> What to do
If an entry holds a picture, leave that picture out and reproduce everything else exactly.

• • • • • • •

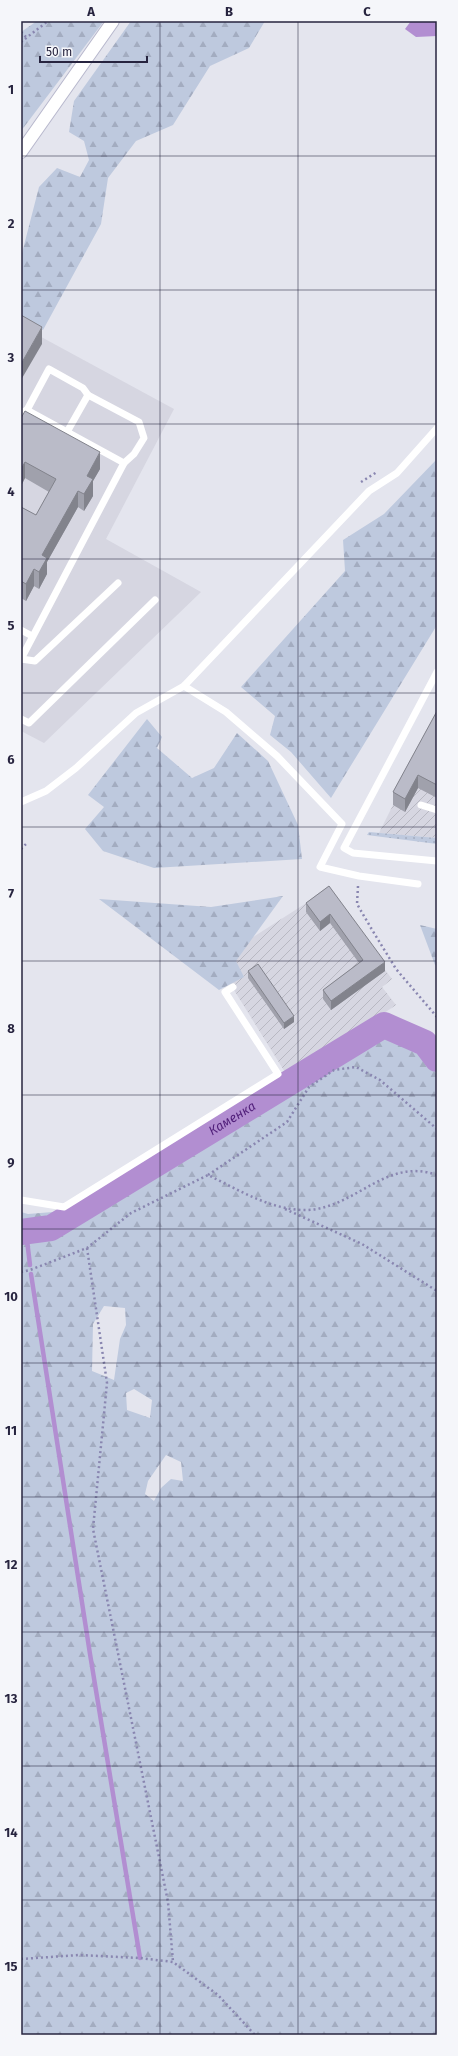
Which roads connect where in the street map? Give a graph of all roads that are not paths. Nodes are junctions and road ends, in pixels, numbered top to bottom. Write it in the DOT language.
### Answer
graph roads {
  1 [pos="113,21"];
  2 [pos="21,152"];
  3 [pos="88,395"];
  4 [pos="24,412"];
  5 [pos="437,428"];
  6 [pos="67,432"];
  7 [pos="124,463"];
  8 [pos="118,583"];
  9 [pos="155,600"];
  10 [pos="21,630"];
  11 [pos="32,636"];
  12 [pos="21,659"];
  13 [pos="437,672"];
  14 [pos="184,686"];
  15 [pos="21,719"];
  16 [pos="21,802"];
  17 [pos="422,804"];
  18 [pos="437,810"];
  19 [pos="437,861"];
  20 [pos="418,884"];
  21 [pos="233,987"];
  22 [pos="21,1200"];
  1 -- 2 [label="street"];
  3 -- 4 [label="lane"];
  3 -- 6 [label="lane"];
  3 -- 7 [label="lane"];
  4 -- 6 [label="lane"];
  5 -- 14 [label="lane"];
  6 -- 7 [label="lane"];
  7 -- 11 [label="lane"];
  8 -- 12 [label="lane"];
  9 -- 15 [label="lane"];
  10 -- 11 [label="lane"];
  11 -- 12 [label="lane"];
  13 -- 19 [label="lane"];
  14 -- 16 [label="lane"];
  14 -- 20 [label="lane"];
  17 -- 18 [label="lane"];
  21 -- 22 [label="lane"];
}
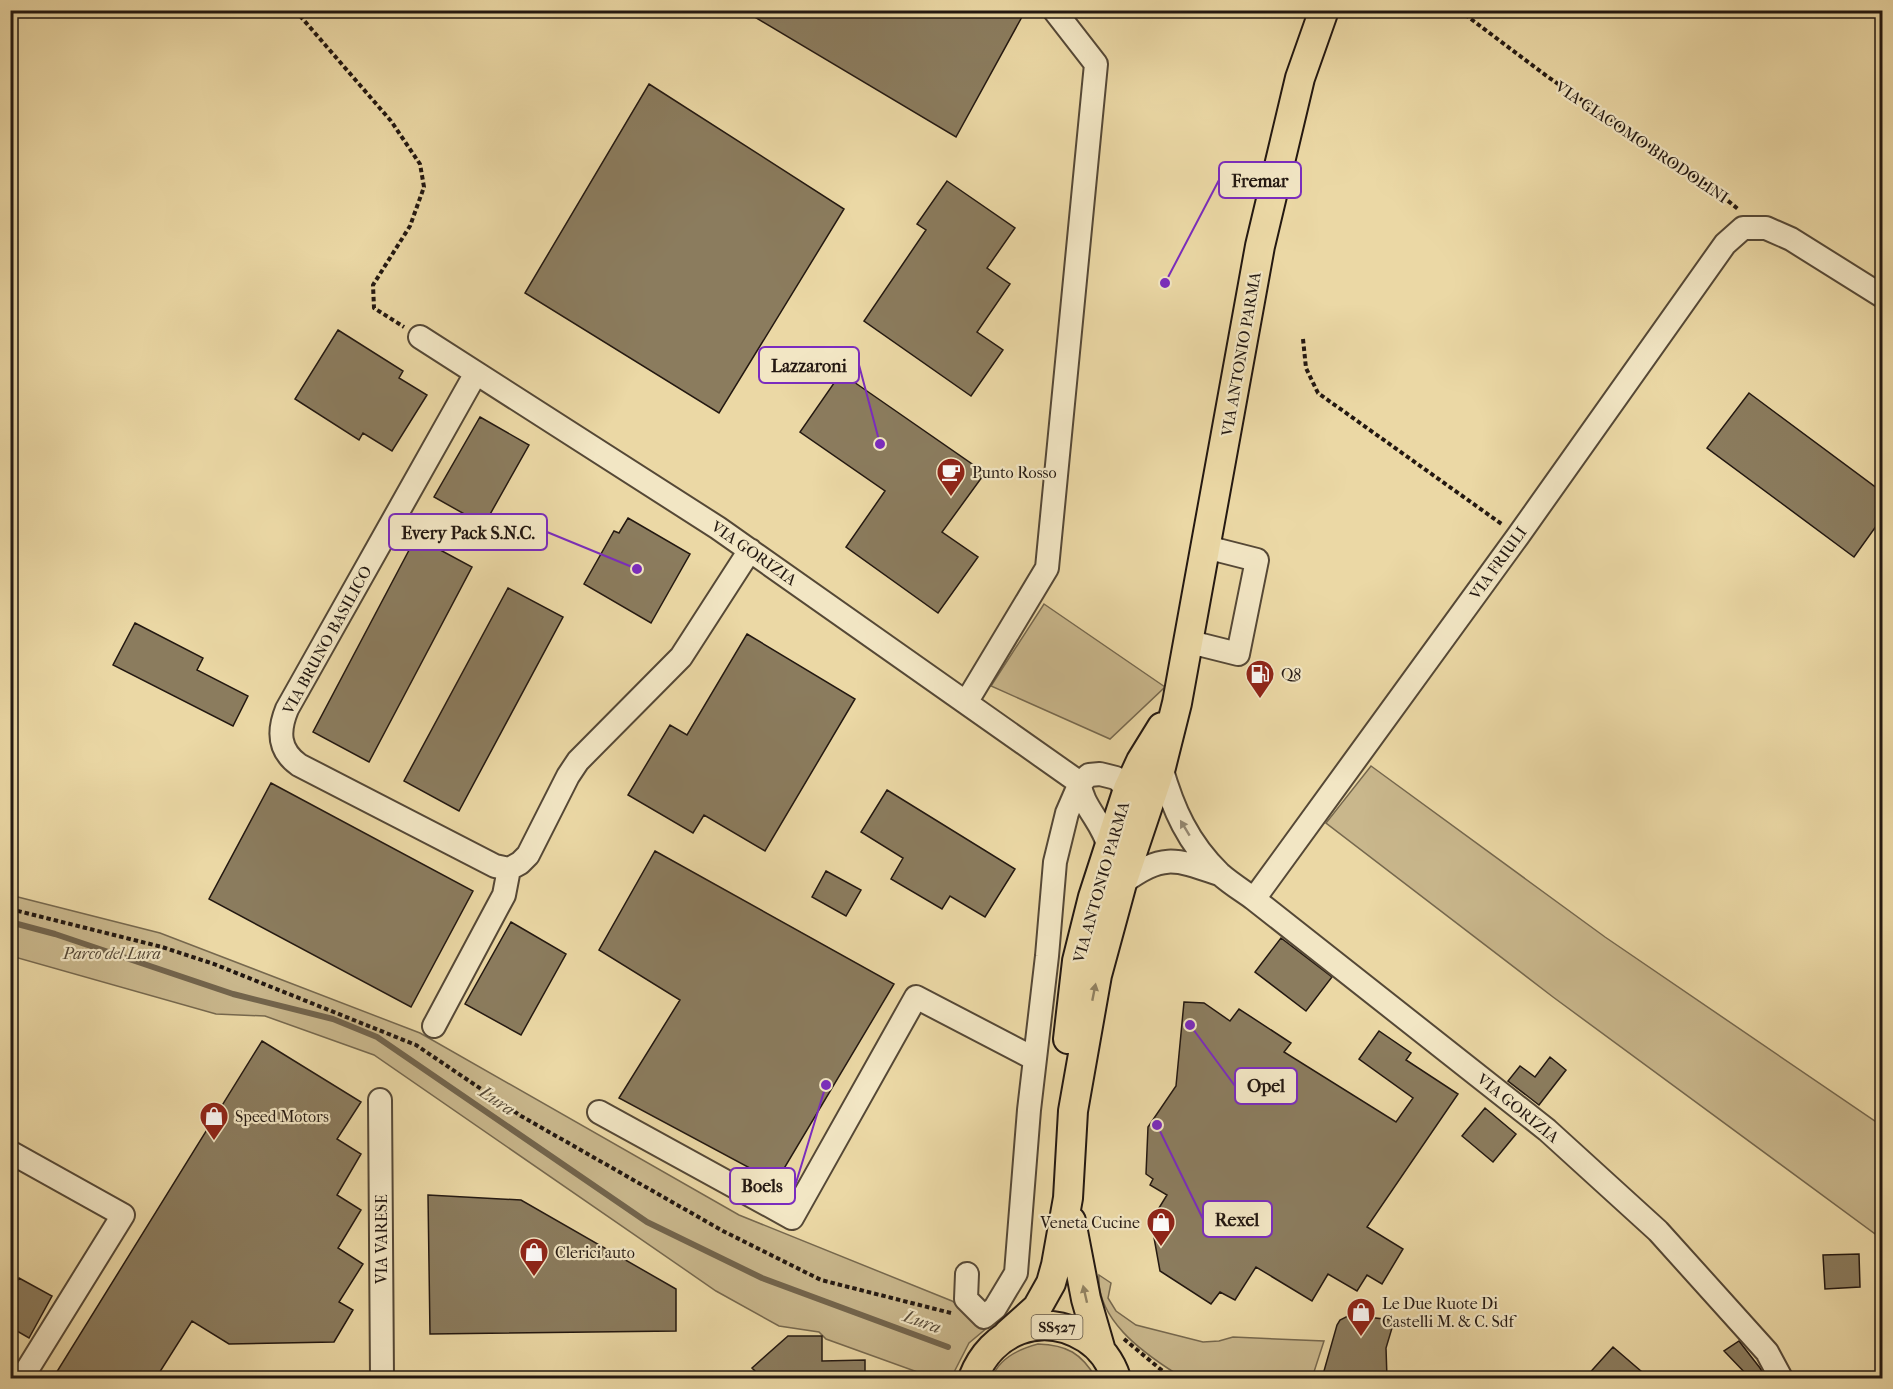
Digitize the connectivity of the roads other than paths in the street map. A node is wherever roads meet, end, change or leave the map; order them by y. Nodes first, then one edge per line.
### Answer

• • • • • • •

> Solution to this problem
Which roads connect where in the street map? Give a graph of all roads that are not paths. Nodes are junctions and road ends, in pixels, numbered top to bottom. Write it in the DOT language.
### Answer
graph roads {
  1 [pos="113,21"];
  2 [pos="21,152"];
  3 [pos="88,395"];
  4 [pos="24,412"];
  5 [pos="437,428"];
  6 [pos="67,432"];
  7 [pos="124,463"];
  8 [pos="118,583"];
  9 [pos="155,600"];
  10 [pos="21,630"];
  11 [pos="32,636"];
  12 [pos="21,659"];
  13 [pos="437,672"];
  14 [pos="184,686"];
  15 [pos="21,719"];
  16 [pos="21,802"];
  17 [pos="422,804"];
  18 [pos="437,810"];
  19 [pos="437,861"];
  20 [pos="418,884"];
  21 [pos="233,987"];
  22 [pos="21,1200"];
  1 -- 2 [label="street"];
  3 -- 4 [label="lane"];
  3 -- 6 [label="lane"];
  3 -- 7 [label="lane"];
  4 -- 6 [label="lane"];
  5 -- 14 [label="lane"];
  6 -- 7 [label="lane"];
  7 -- 11 [label="lane"];
  8 -- 12 [label="lane"];
  9 -- 15 [label="lane"];
  10 -- 11 [label="lane"];
  11 -- 12 [label="lane"];
  13 -- 19 [label="lane"];
  14 -- 16 [label="lane"];
  14 -- 20 [label="lane"];
  17 -- 18 [label="lane"];
  21 -- 22 [label="lane"];
}
Digitize the connectivity of the roads other than paths in the street map. A node is wherever roads meet, end, change or leave the map; order them by y. Nodes first, then one edge per line.
### Answer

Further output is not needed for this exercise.